Non-haematopoietic precursors, though they can arise from monocytes in the blood.

40
Q

What changes the endothelium during inflammation so they dilate and more adhesion molecules are expressed (so leukocytes move to the blood vessel periphery) and the wall becomes more permeable?

A

Cytokines, histamine, complement proteins.

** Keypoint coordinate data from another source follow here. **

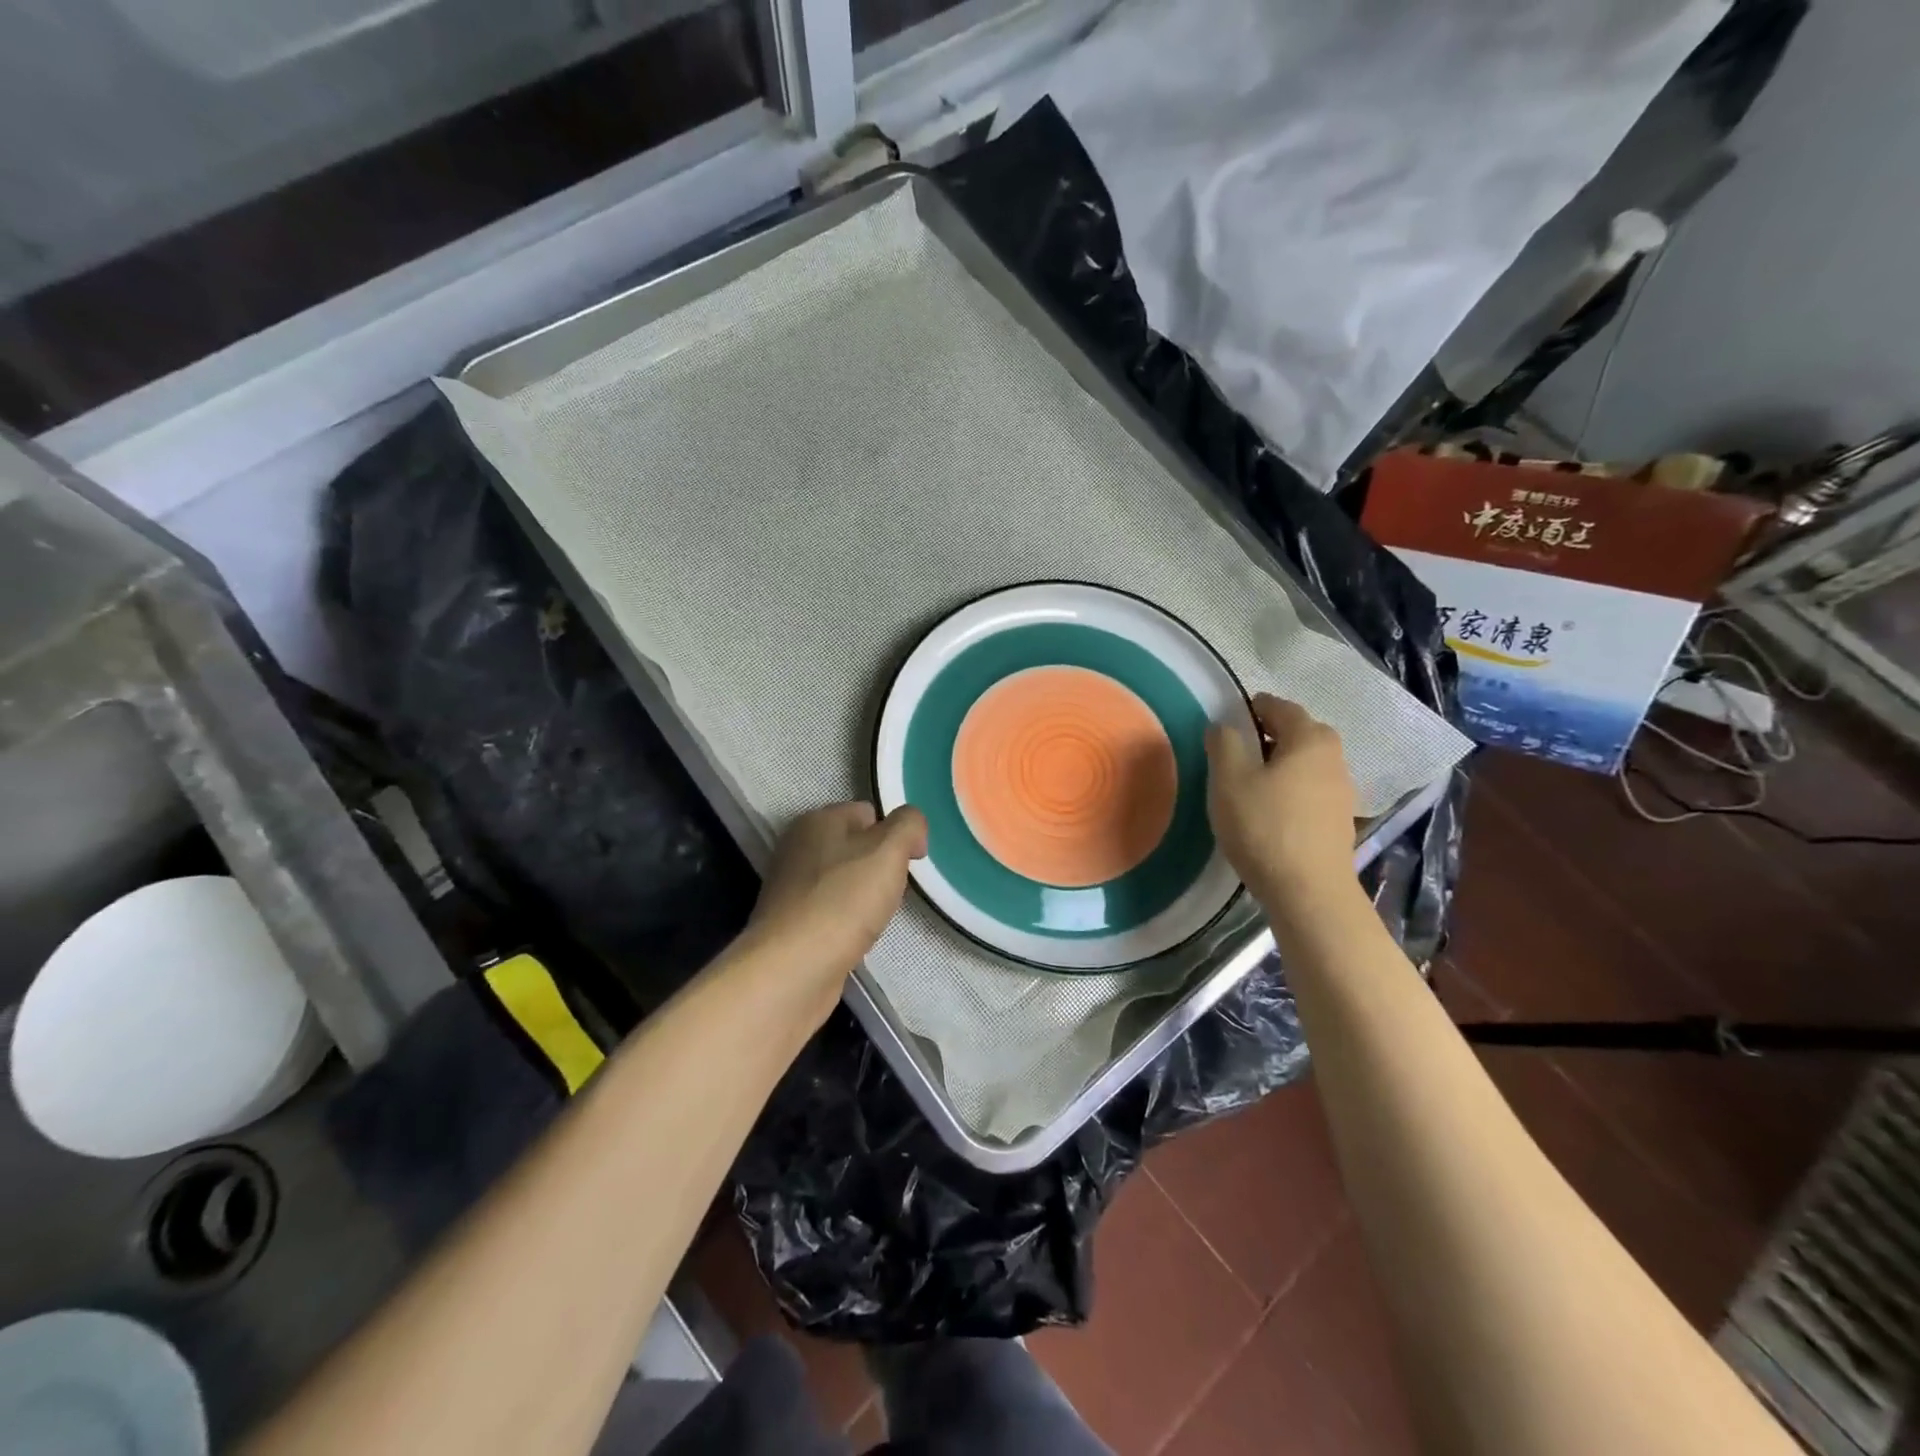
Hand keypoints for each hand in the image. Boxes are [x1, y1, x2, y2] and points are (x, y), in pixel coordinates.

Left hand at [745, 802, 926, 1000]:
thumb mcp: (888, 850)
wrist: (793, 968)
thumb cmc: (843, 901)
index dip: (895, 834)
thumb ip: (908, 826)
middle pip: (855, 847)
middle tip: (891, 892)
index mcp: (817, 820)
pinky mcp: (790, 922)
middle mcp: (798, 847)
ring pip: (843, 881)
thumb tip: (913, 829)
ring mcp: (790, 886)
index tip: (910, 864)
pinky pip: (830, 910)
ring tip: (874, 919)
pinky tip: (854, 937)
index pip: (868, 813)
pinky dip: (846, 922)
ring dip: (864, 897)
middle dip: (879, 867)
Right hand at [1206, 694, 1358, 923]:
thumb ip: (1223, 743)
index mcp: (1310, 737)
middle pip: (1296, 732)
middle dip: (1266, 736)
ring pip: (1304, 763)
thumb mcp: (1229, 779)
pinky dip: (1289, 789)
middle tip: (1234, 754)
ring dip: (1278, 765)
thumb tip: (1224, 726)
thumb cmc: (1264, 826)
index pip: (1278, 706)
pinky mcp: (1339, 820)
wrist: (1308, 892)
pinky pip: (1310, 789)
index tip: (1225, 724)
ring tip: (1248, 785)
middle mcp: (1334, 756)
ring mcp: (1342, 790)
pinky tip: (1269, 812)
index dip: (1249, 709)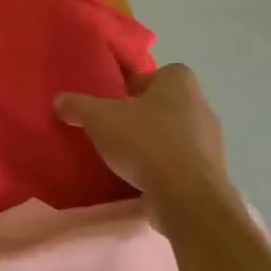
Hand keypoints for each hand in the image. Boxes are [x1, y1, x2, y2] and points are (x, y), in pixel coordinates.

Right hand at [55, 64, 233, 210]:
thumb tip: (60, 100)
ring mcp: (211, 141)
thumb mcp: (100, 119)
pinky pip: (182, 162)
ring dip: (155, 143)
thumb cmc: (146, 142)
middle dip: (144, 115)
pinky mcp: (210, 172)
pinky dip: (166, 168)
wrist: (187, 196)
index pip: (159, 74)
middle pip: (167, 104)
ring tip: (128, 157)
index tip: (116, 103)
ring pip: (176, 134)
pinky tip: (144, 179)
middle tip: (117, 129)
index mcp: (180, 83)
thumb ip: (78, 105)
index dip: (137, 86)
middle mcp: (201, 105)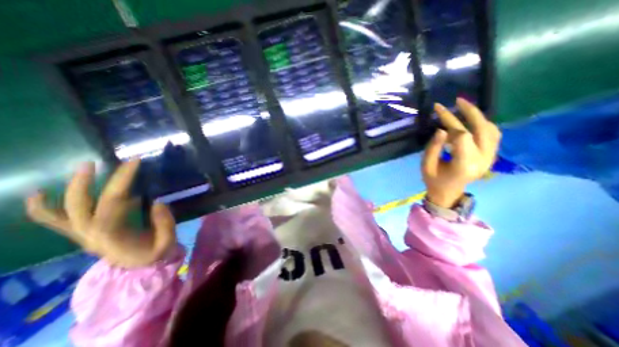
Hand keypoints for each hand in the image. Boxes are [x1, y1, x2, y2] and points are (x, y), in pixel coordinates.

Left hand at [25, 160, 176, 267]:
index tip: (136, 163)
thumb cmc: (155, 255)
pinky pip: (54, 222)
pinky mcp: (83, 234)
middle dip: (89, 181)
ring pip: (63, 211)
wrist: (140, 270)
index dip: (122, 181)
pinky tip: (39, 193)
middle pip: (82, 204)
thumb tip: (158, 202)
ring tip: (84, 167)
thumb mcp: (167, 242)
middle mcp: (90, 234)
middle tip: (101, 162)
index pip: (113, 202)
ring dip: (70, 188)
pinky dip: (42, 208)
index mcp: (112, 235)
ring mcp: (82, 235)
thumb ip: (164, 224)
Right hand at [421, 99, 501, 209]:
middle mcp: (482, 160)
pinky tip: (473, 121)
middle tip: (456, 100)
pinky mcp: (492, 156)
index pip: (463, 137)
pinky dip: (483, 124)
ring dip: (477, 116)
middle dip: (468, 112)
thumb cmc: (434, 180)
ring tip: (463, 107)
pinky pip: (493, 135)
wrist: (449, 193)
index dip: (450, 125)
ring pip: (490, 130)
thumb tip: (442, 129)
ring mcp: (490, 158)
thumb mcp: (427, 165)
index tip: (438, 119)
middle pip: (481, 129)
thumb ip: (433, 148)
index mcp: (463, 165)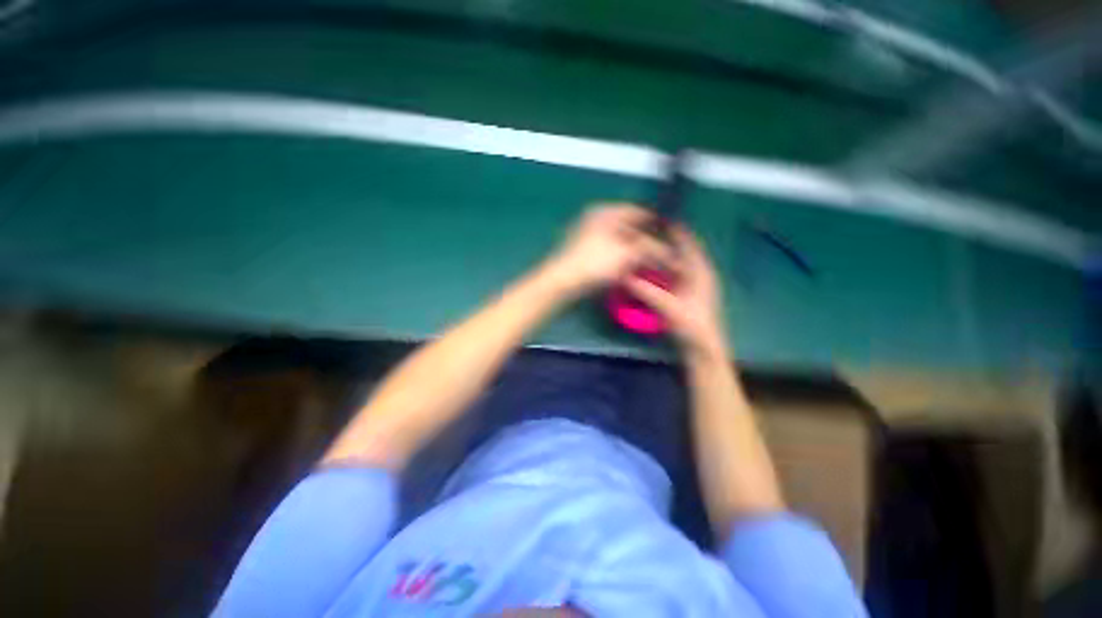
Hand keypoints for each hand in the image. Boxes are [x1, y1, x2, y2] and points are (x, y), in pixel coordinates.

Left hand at [542, 203, 667, 295]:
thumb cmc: (595, 262)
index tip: (670, 236)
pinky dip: (622, 258)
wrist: (564, 280)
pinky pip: (610, 251)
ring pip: (620, 240)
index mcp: (606, 212)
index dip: (656, 223)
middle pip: (630, 226)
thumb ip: (651, 248)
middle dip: (646, 240)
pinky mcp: (586, 252)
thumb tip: (667, 251)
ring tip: (648, 262)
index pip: (638, 211)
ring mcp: (590, 235)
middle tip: (660, 253)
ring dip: (634, 251)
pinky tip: (630, 269)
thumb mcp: (628, 253)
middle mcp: (597, 219)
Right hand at [626, 226, 728, 360]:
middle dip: (670, 241)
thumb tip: (627, 277)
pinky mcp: (690, 294)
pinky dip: (666, 269)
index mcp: (701, 273)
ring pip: (681, 263)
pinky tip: (653, 270)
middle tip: (650, 232)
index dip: (678, 232)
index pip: (690, 245)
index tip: (663, 220)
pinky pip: (677, 274)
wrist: (703, 347)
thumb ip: (648, 292)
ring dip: (668, 254)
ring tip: (649, 247)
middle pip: (685, 251)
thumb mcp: (669, 308)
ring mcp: (696, 285)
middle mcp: (700, 275)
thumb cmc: (691, 325)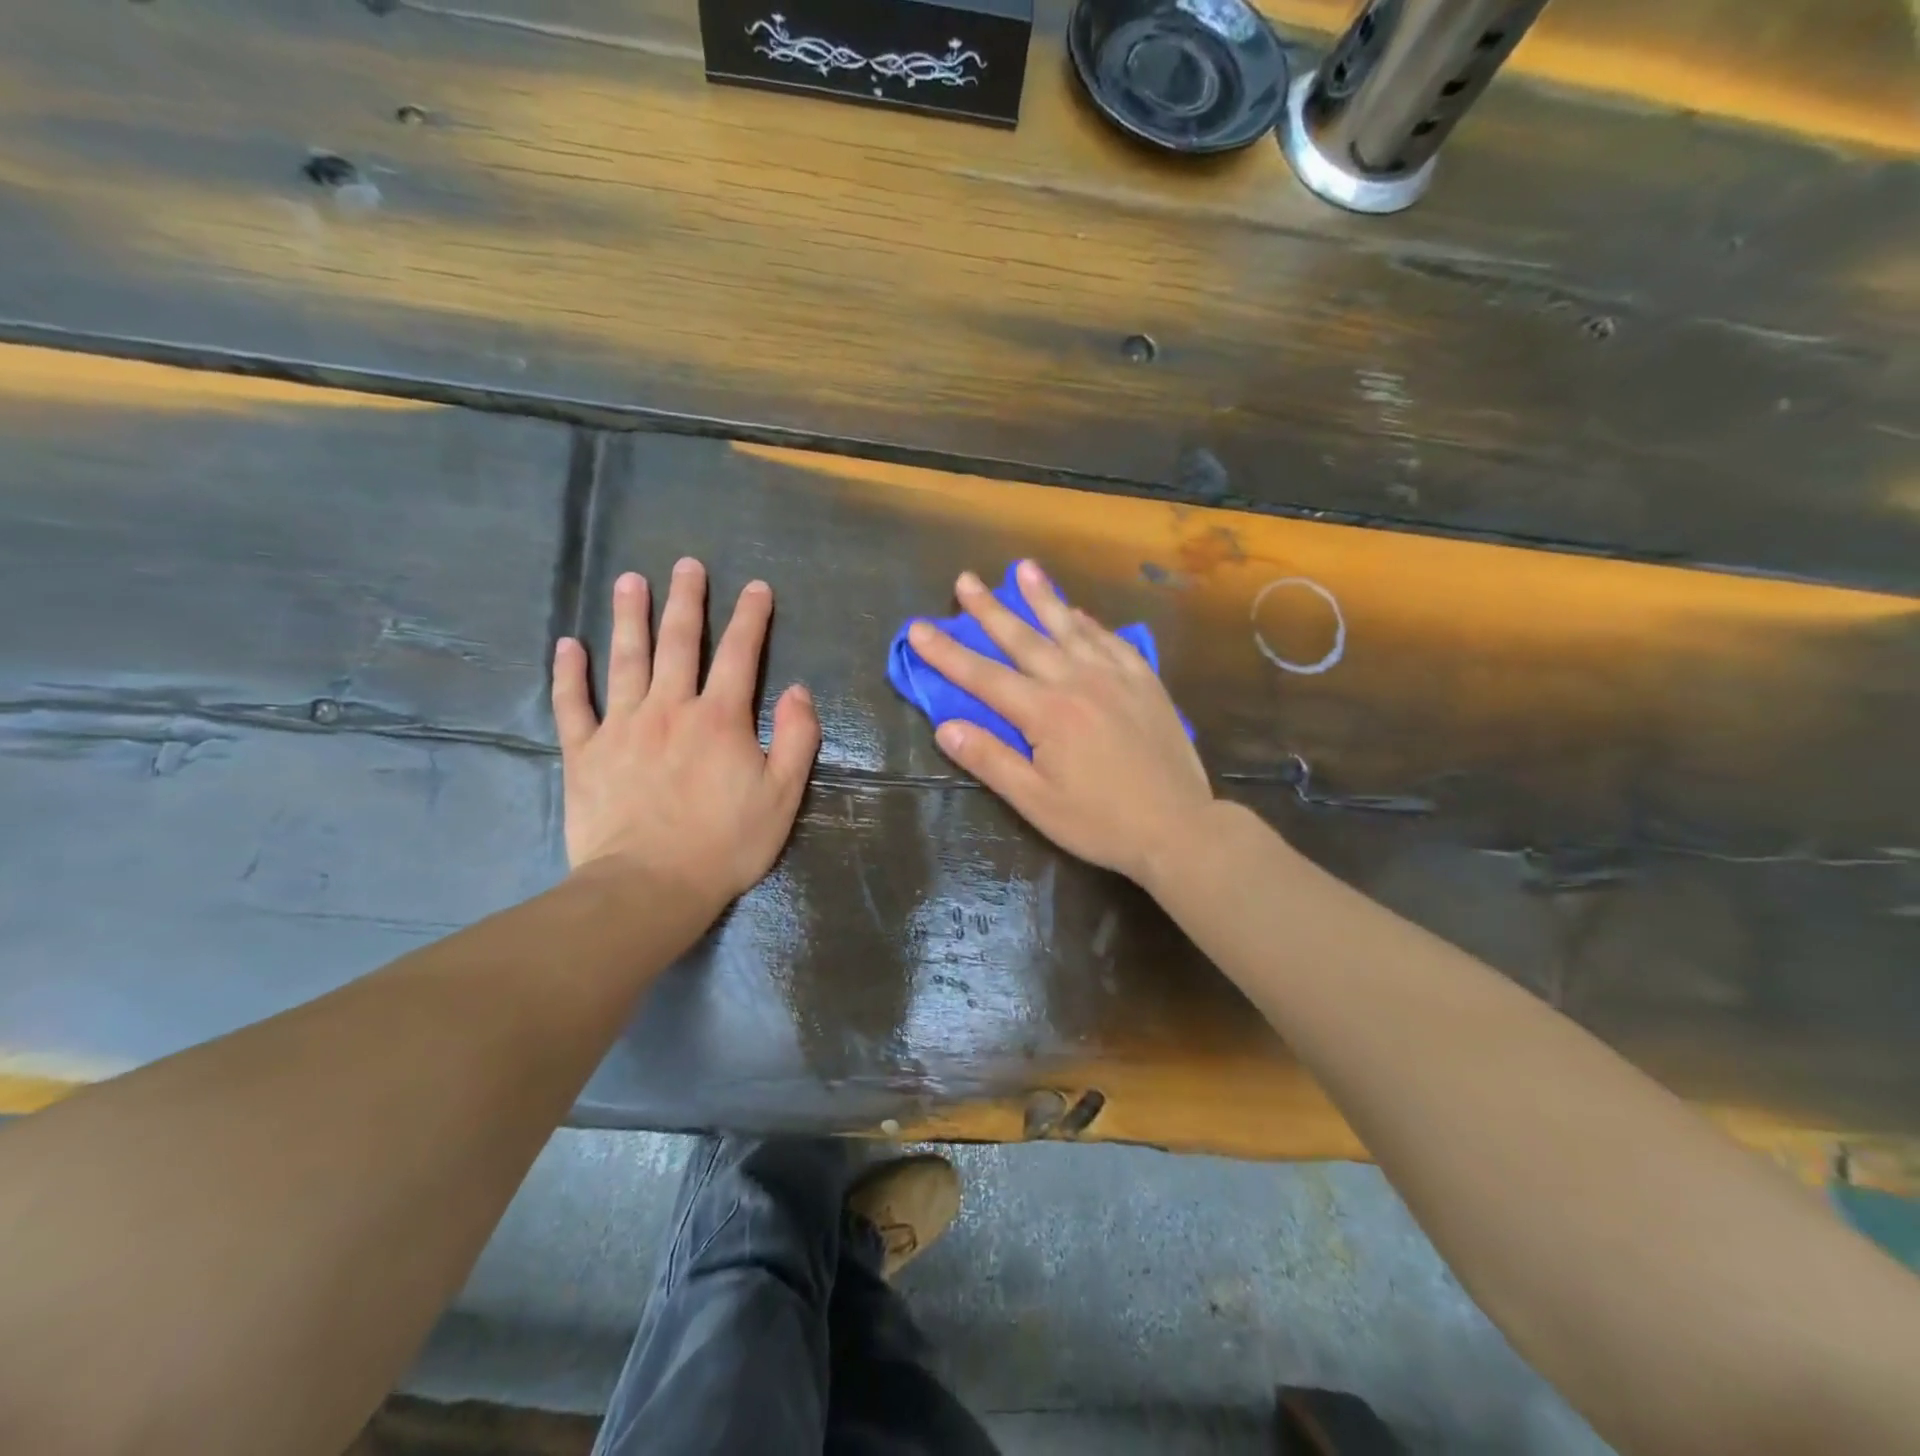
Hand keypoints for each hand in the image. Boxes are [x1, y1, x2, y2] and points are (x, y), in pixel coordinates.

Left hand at [551, 558, 820, 909]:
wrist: (649, 886)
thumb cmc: (725, 843)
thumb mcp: (783, 796)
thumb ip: (796, 739)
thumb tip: (798, 691)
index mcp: (720, 719)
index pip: (741, 655)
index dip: (751, 618)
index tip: (756, 587)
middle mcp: (670, 709)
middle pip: (679, 643)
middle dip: (686, 601)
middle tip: (686, 564)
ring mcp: (622, 727)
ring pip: (625, 660)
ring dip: (629, 618)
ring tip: (629, 581)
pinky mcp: (585, 752)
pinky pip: (573, 704)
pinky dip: (568, 674)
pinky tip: (567, 646)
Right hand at [907, 560, 1213, 885]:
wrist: (1179, 828)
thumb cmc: (1100, 823)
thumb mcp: (1036, 802)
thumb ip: (990, 760)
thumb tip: (945, 727)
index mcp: (1046, 713)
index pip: (984, 676)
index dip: (947, 652)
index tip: (918, 628)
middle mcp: (1078, 682)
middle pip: (1024, 638)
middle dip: (990, 609)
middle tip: (966, 580)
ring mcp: (1116, 677)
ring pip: (1071, 628)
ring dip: (1043, 597)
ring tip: (1023, 569)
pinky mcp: (1145, 682)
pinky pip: (1112, 641)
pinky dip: (1090, 623)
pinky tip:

Then chemokines cause leukocytes to move out into the tissues.

41
Q

What are cytokines and chemokines?

A

Small soluble protein molecules that allow immune cells to communicate with other cells, so the immune response is regulated. Chemokines are chemotactic cytokines, so they regulate function and movement, and cause chemotaxis.

42
Q

What prevents the cytokines becoming systemic and causing a cytokine storm or toxic shock syndrome?

A

The cytokines are short acting. They are released at the interfaces between cells (synapses) and only act locally. Receptor expression by cells is highly regulated so that the duration of the response and the target is controlled.

43
Q

What are natural killer cells and what do they do?

A

They are lymphocytes involved in the innate immune response. They kill pathogens and “altered self” cells (e.g tumour cells) by making pores in their membrane using perforins and then secreting toxic granzymes into the cells.
They produce the cytokine Interferon gamma (IFNgamma).

44
Q

How does a Natural Killer cell activate a resting macrophage when the macrophage recognises a pathogen?

A

The macrophage secretes two cytokines (IL-12 and IL-18) which bind to receptors on the NK cell (safeguard = both cytokines must bind to produce response), then the NK cell produces IFNgamma, which activates the macrophage so it kills the pathogens more effectively.

45
Q

If a cytokine pathway leads to disease, why can’t you just block the pathway?

A

The cytokine signalling network is so complex that blocking parti of the pathway may block another part that is related and essential, and result in a cytokine storm.

46
Q

Why are many steroids anti-inflammatory?

A

They target cytokines.

47
Q

Name three differences between IgG and IgM.

A

IgM is bigger because it is pentomeric and IgG is monomeric.
IgG lasts longer than IgM.
IgG is distributed throughout the body, but IgM is only found in blood and lymphatics.

48
Q

Which antibody is the main one released in a primary immune response?

A

IgM with a small amount of IgG.

49
Q

Which antibody is the main one released in a secondary immune response?

A

IgG with a small amount of IgM.

50
Q

Give three examples of atopic conditions which are examples of Type I hypersensitivity.

A

Anaphylaxis, hay fever, asthma.

51
Q

Give the test for Type I hypersensitivity reactions.

A

Blood test for IgE antibodies, skin test.

52
Q

Give four examples of Type II hypersensitivity reactions.

A

Myasthenia gravis, acute (not chronic)transplant rejection, rheumatic fever, Guillain-Barre, haemolytic anaemia (e.g penicillin allergy).

53
Q

Give the blood test for Type II hypersensitivity reactions.

A

Coombs test.

54
Q

Give three examples of Type III hypersensitivity reactions.

A

Rheumatoid arthritis, systemic lupus erythematosus, post-streptococcus glomerulonephritis, Farmer’s lung.

55
Q

Give four examples of Type IV hypersensitivity reactions.

A

Multiple sclerosis, contact dermatitis, type 1 diabetes mellitus, chronic transplant rejection.

56
Q

Where do T cells mature and where do B cells mature?

A

T cells mature in the thymus, B cells mature in the red bone marrow.

57
Q

Which enzyme does aspirin inhibit?

A

Cycloxygenase (COX).

58
Q

What are the two isozymes of COX?

A

COX-1 (constitutive) - found in stomach, platelets, endothelium, intestines
COX-2 (induced) - found in cells at inflammatory sites.

59
Q

How does aspirin block COX?

A

Aspirin irreversibly blocks the channel of access so arachidonic acid can’t move up the channel and bind to the catalytic site and be converted to prostaglandins and thromboxane.

60
Q

What are phospholipids converted to?

A

Arachidonic acid, then thromboxane and prostaglandins.